Iphonographie : développement à la créativité ou produit de consommation ? (Partie 5 – Conclusion)

Cette partie aura l’utilité de proposer une première conclusion face à l’iphonographie. Elle n’apportera aucune réponse mais proposera peut-être de nouveaux questionnements face à ce média photographique de plus en plus présent dans nos vies.

Il faut garder à l’esprit que quelque soit l’outil utilisé, celui-ci ne remplacera jamais une véritable démarche photographique.

Iphonographie : facteur de créativité ?

A la première approche, il convient de dire que les applications apportent un rendu assez bluffant. Un premier contact fait sourire et on se prend vite au jeu de notre « nouveau jouet ». Cela est esthétique, coloré et le plaisir est au rendez-vous.

Après plusieurs utilisations, les nombreux effets peuvent devenir une tare, un bagage encombrant qui essaie d’imiter un rendu argentique. C’est assez amusant de se dire que cette photographie portative, technologiquement en train de rentrer dans nos vies comme une évolution numérique, essaie de revenir au fondement de la photographie argentique !

Comme chaque outil ou logiciel de retouche, les premières envies sont d’exagérer les effets. Cela transforme donc votre cliché en une image pesante aux effets répétitifs. La chance des applications aléatoires peut réserver de bonnes surprises mais il faut rester honnête, la chance ne vous permettra pas de créer une véritable série cohérente qui fera de vous un photographe.

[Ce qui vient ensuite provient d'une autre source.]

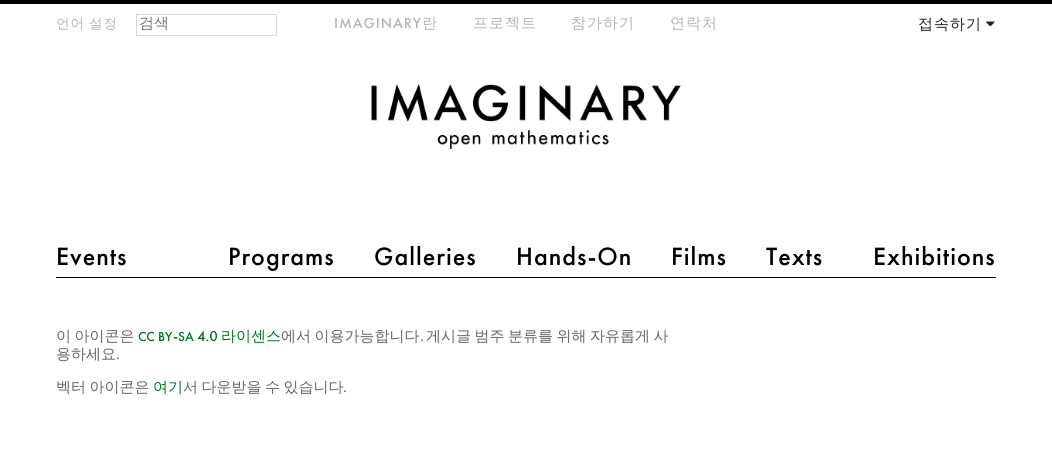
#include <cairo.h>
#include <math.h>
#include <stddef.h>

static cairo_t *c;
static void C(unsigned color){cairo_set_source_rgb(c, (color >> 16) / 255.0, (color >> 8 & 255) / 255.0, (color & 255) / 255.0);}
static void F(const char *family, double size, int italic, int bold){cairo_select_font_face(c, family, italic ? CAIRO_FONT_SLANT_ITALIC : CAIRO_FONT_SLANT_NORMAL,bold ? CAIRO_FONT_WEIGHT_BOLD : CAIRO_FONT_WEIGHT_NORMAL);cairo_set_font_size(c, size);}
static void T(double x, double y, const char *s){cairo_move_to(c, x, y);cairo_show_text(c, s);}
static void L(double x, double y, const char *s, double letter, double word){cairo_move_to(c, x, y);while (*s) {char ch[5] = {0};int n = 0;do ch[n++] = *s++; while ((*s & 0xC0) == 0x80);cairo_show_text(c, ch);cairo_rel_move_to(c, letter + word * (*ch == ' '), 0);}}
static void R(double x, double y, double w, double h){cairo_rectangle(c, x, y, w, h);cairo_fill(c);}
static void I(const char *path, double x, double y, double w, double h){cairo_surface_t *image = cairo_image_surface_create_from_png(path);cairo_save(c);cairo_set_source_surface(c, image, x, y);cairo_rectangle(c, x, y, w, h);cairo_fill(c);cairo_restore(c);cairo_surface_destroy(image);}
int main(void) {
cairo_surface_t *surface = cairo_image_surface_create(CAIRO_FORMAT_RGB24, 1052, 466);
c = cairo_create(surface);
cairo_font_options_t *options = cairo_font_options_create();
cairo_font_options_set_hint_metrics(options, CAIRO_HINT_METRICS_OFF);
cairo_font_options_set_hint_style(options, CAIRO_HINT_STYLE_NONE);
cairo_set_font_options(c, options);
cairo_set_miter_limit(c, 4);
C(0xffffff);
cairo_paint(c);
C(0x000000);
R(0,0,1052,4);
F("WenQuanYi Zen Hei Medium",13.5,0,0);
C(0xb4b4b4);
L(56,28,"언어 설정",1,-1);
cairo_rectangle(c,136.5,14.5,140,21);
C(0xd3d7d9);
cairo_set_line_width(c,1);
cairo_stroke(c);
F("WenQuanYi Zen Hei Medium",15,0,0);
C(0x757575);
T(139,28,"검색");
F("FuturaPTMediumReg",15,0,0);
C(0xb4b4b4);
L(334,28,"IMAGINARY",1,0);
F("WenQuanYi Zen Hei Medium",15,0,0);
L(422,28,"란",1,0);
L(473,28,"프로젝트",1,0);
L(571,28,"참가하기",1,0);
L(670,28,"연락처",1,0);
C(0x222222);
L(918,29,"접속하기",1,0);
I("1.png",986,21,9,6);
C(0x000000);
R(56,277,940,1);
F("FuturaPTMediumReg",26,0,0);
L(56,265,"Events",1,0);
L(228,265,"Programs",1,0);
L(374,265,"Galleries",1,0);
L(516,265,"Hands-On",1,0);
L(671,265,"Films",1,0);
L(766,265,"Texts",1,0);
L(873,265,"Exhibitions",1,0);
I("2.png",371,84,310,65);
F("WenQuanYi Zen Hei Medium",15,0,0);
C(0x666666);
L(56,341,"이 아이콘은",0,-1);
F("FuturaPTMediumReg",13.5,0,0);
C(0x007818);
T(138,341,"CC");
T(158,341,"BY");
F("FuturaPTMediumReg",15,0,0);
T(173,341,"-");
F("FuturaPTMediumReg",13.5,0,0);
T(178,341,"SA");
F("FuturaPTMediumReg",15,0,0);
T(197,341,"4.0");
F("WenQuanYi Zen Hei Medium",15,0,0);
T(221,341,"라이센스");
C(0x666666);
L(281,341,"에서 이용가능합니다",0,-1);
L(426,341,"게시글 범주 분류를 위해 자유롭게 사",0,-1);
F("FuturaPTMediumReg",15,0,0);
T(420,341,".");
F("WenQuanYi Zen Hei Medium",15,0,0);
T(56,359,"용하세요");
F("FuturaPTMediumReg",15,0,0);
T(116,359,".");
F("WenQuanYi Zen Hei Medium",15,0,0);
L(56,392,"벡터 아이콘은",0,-1);
C(0x007818);
T(153,392,"여기");
C(0x666666);
L(183,392,"서 다운받을 수 있습니다",0,-1);
F("FuturaPTMediumReg",15,0,0);
T(343,392,".");
cairo_surface_write_to_png(surface, "o.png");
cairo_font_options_destroy(options);
cairo_destroy(c);
cairo_surface_destroy(surface);
return 0;
}
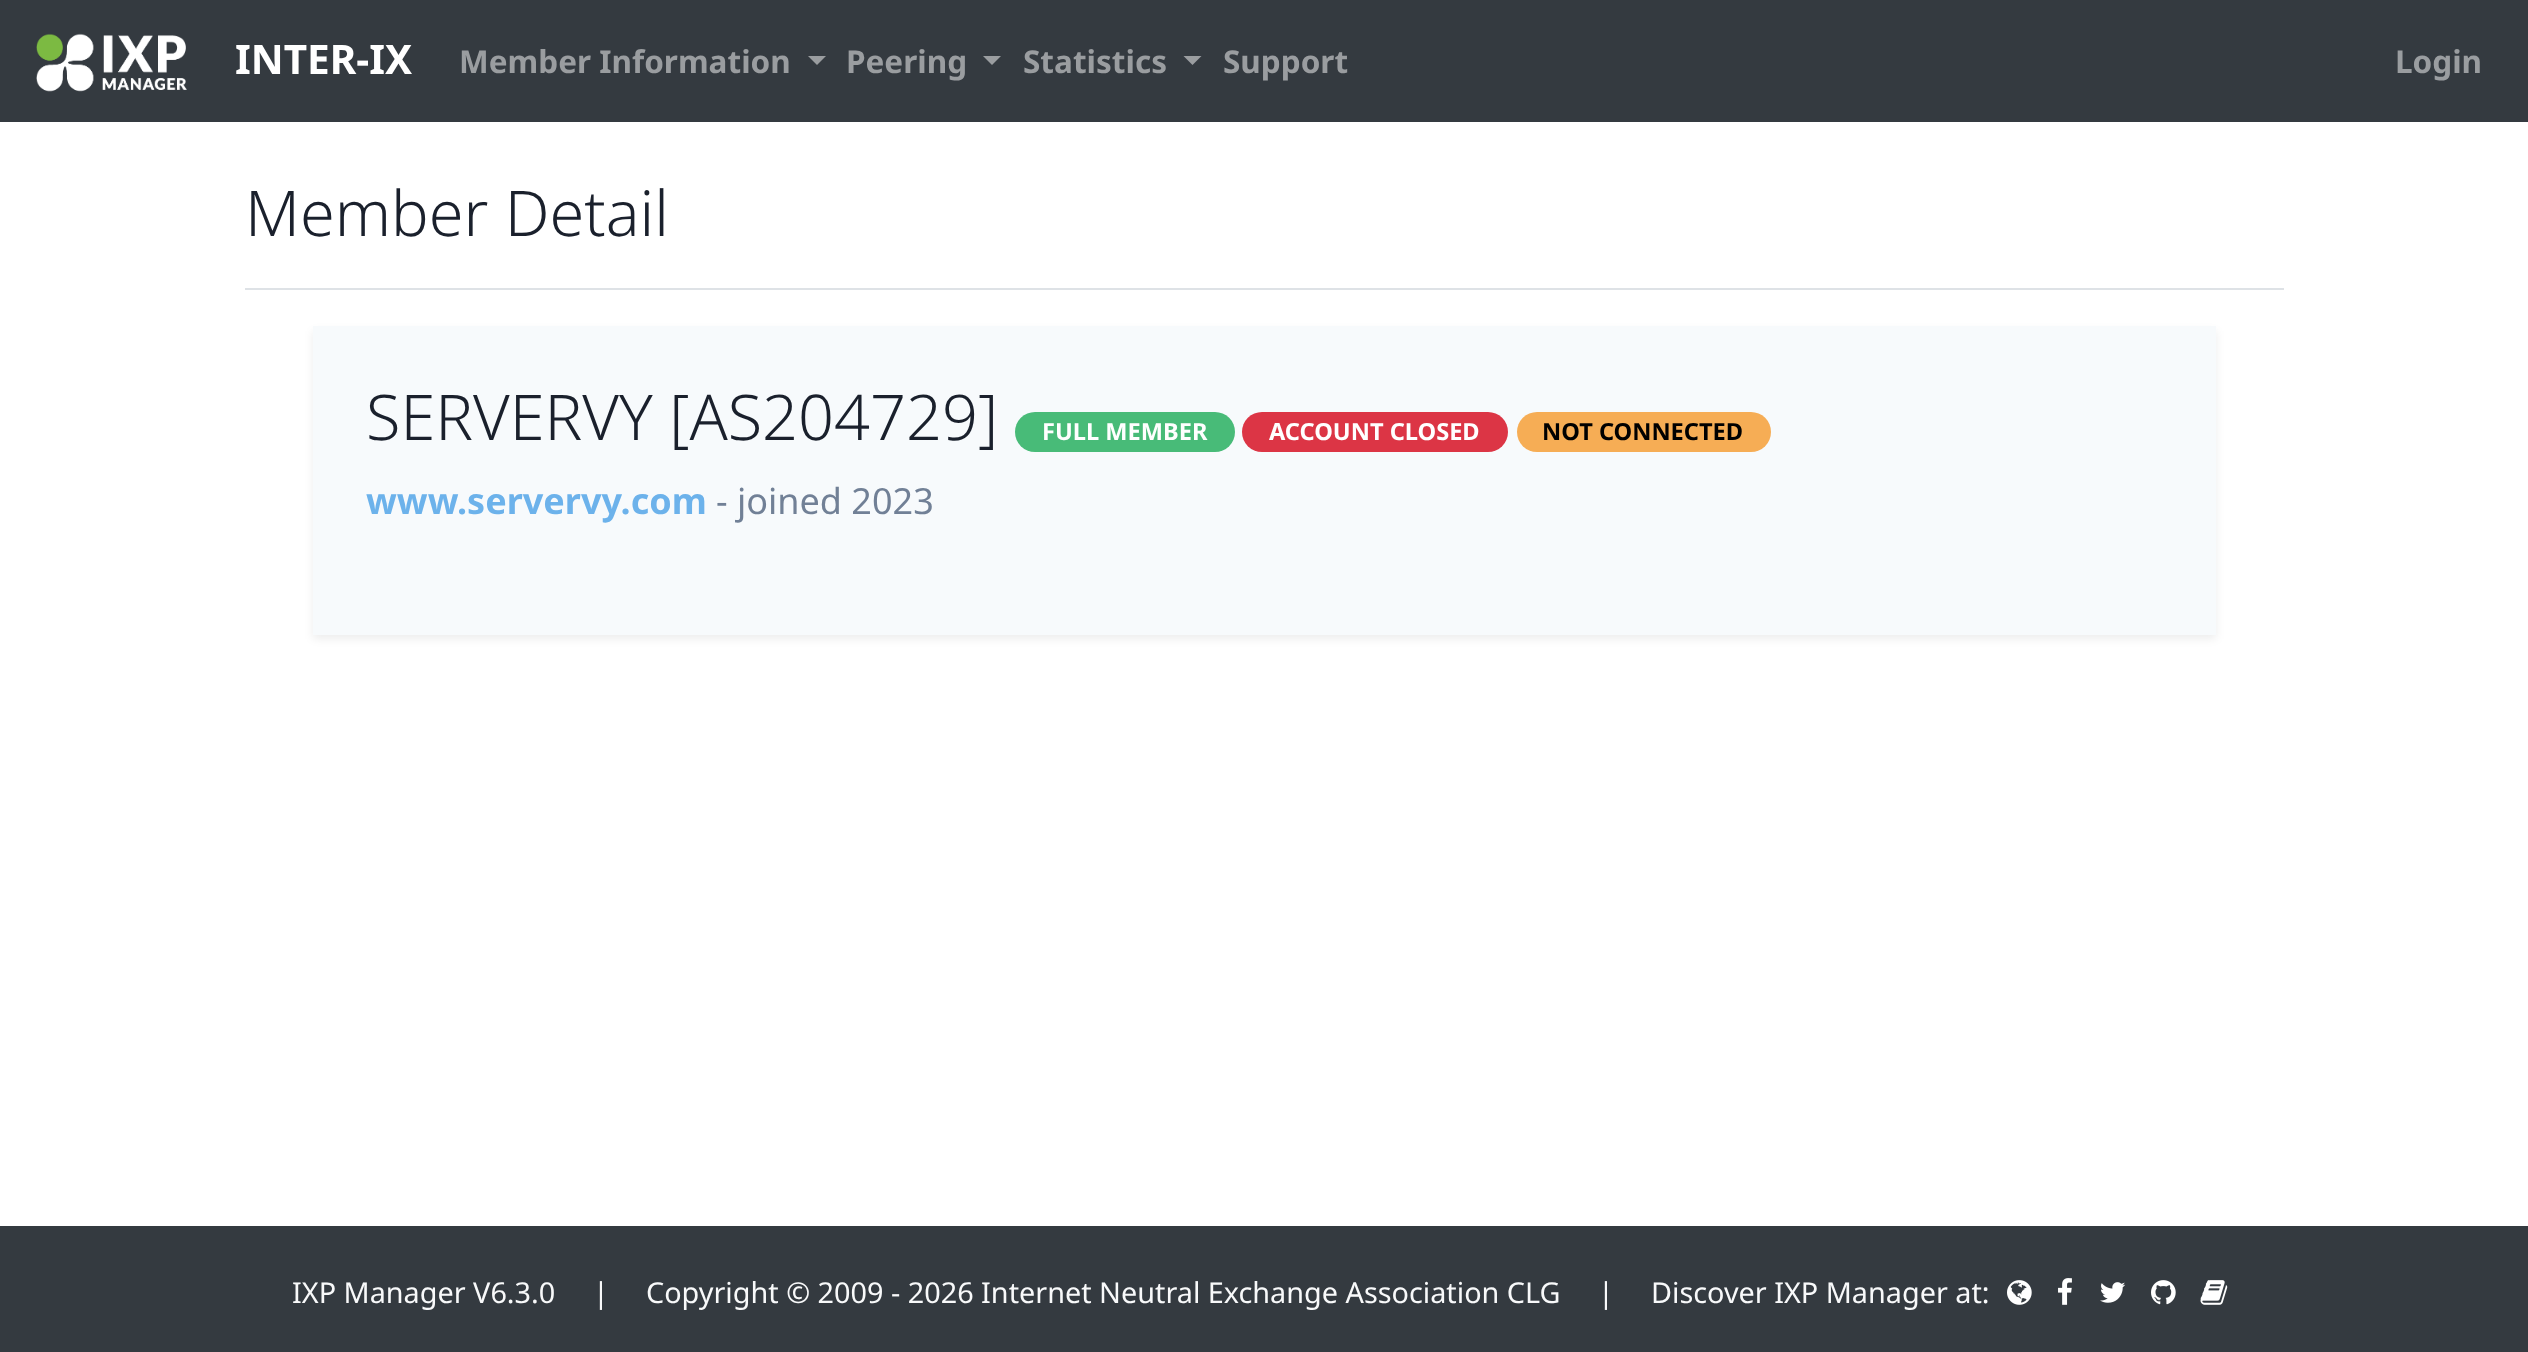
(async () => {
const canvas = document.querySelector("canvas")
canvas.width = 2528
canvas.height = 1352
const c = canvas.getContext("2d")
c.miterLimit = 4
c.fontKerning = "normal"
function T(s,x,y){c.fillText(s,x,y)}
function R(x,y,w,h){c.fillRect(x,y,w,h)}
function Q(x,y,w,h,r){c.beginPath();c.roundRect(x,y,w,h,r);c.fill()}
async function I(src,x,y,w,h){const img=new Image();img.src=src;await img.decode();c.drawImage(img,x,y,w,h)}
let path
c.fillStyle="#fff"
R(0,0,2528,1352)
c.fillStyle="#343a40"
R(0,0,2528,122)
await I("1.png",36,33,151,59)
c.font="bold 40.5px Noto Sans"
c.fillStyle="#fff"
T("INTER-IX",235,74)
c.font="bold 31.5px Noto Sans"
c.fillStyle="#9a9da0"
T("Member Information",459,73)
path = new Path2D("M808 56h18l-9 9z")
c.fill(path)
T("Peering",846,73)
path = new Path2D("M983 56h18l-9 9z")
c.fill(path)
T("Statistics",1023,73)
path = new Path2D("M1183.5 56h18l-9 9z")
c.fill(path)
T("Support",1223,73)
T("Login",2395,73)
c.fillStyle="#dee2e6"
R(245,288,2039,2)
c.font="300 63px Noto Sans"
c.fillStyle="#1a202c"
T("Member Detail",245,236)
c.fillStyle="#00000012"
c.filter="blur(4.5px)"
c.beginPath()
c.rect(313,331,1903,308)
c.fill()
c.filter="none"
c.fillStyle="#f7fafc"
R(313,326,1903,309)
c.fillStyle="#1a202c"
T("SERVERVY [AS204729]",366,440)
c.fillStyle="#48bb78"
Q(1015,412,220,40,20)
c.font="bold 23.6px Noto Sans"
c.fillStyle="#fff"
T("FULL MEMBER",1042,440)
c.fillStyle="#dc3545"
Q(1242,412,266,40,20)
c.fillStyle="#fff"
T("ACCOUNT CLOSED",1269,440)
c.fillStyle="#f6ad55"
Q(1517,412,254,40,20)
c.fillStyle="#000"
T("NOT CONNECTED",1542,440)
c.font="bold 36px Noto Sans"
c.fillStyle="#6cb2eb"
T("www.servervy.com",366,514)
c.font="36px Noto Sans"
c.fillStyle="#718096"
T("- joined 2023",716,514)
c.fillStyle="#343a40"
R(0,1226,2528,126)
c.font="28.8px Noto Sans"
c.fillStyle="#f8f9fa"
T("IXP Manager V6.3.0",292,1303)
T("|",593,1303)
T("Copyright © 2009 - 2026 Internet Neutral Exchange Association CLG",646,1303)
T("|",1598,1303)
T("Discover IXP Manager at:",1651,1303)
await I("2.png",2007,1280,25,25)
await I("3.png",2058,1278,14,27)
await I("4.png",2100,1282,26,21)
await I("5.png",2151,1280,25,25)
await I("6.png",2200,1280,28,25)
})()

Photographie à mon domicile

Je trouve que l’exemple de Damon Winter est une bonne première référence. Dans l’article précédent, nous avons découvert le travail de ce photographe qui a utilisé un iPhone et l’application Hipstamatic pour réaliser un reportage sur les soldats américains en Afghanistan. Les photographies sont justes et les effets pas du tout exagérés. Il a travaillé les rendus avec parcimonie et savait au préalable comme utiliser son outil !

Cette notion de connaissance de son appareil et de son application me semble primordiale pour entrer pleinement dans votre créativité. Obtenir des rendus de Polaroid ou créer des effets de panoramique sans un quelconque cadrage ne sont que de la poudre aux yeux et ne vous fera pas du tout avancer dans votre vie de photographe. C’est comme si un professionnel de la photographie de mode arrive pour une séance photo avec des modèles sans connaître son matériel et ce qu’il désire avoir comme rendu.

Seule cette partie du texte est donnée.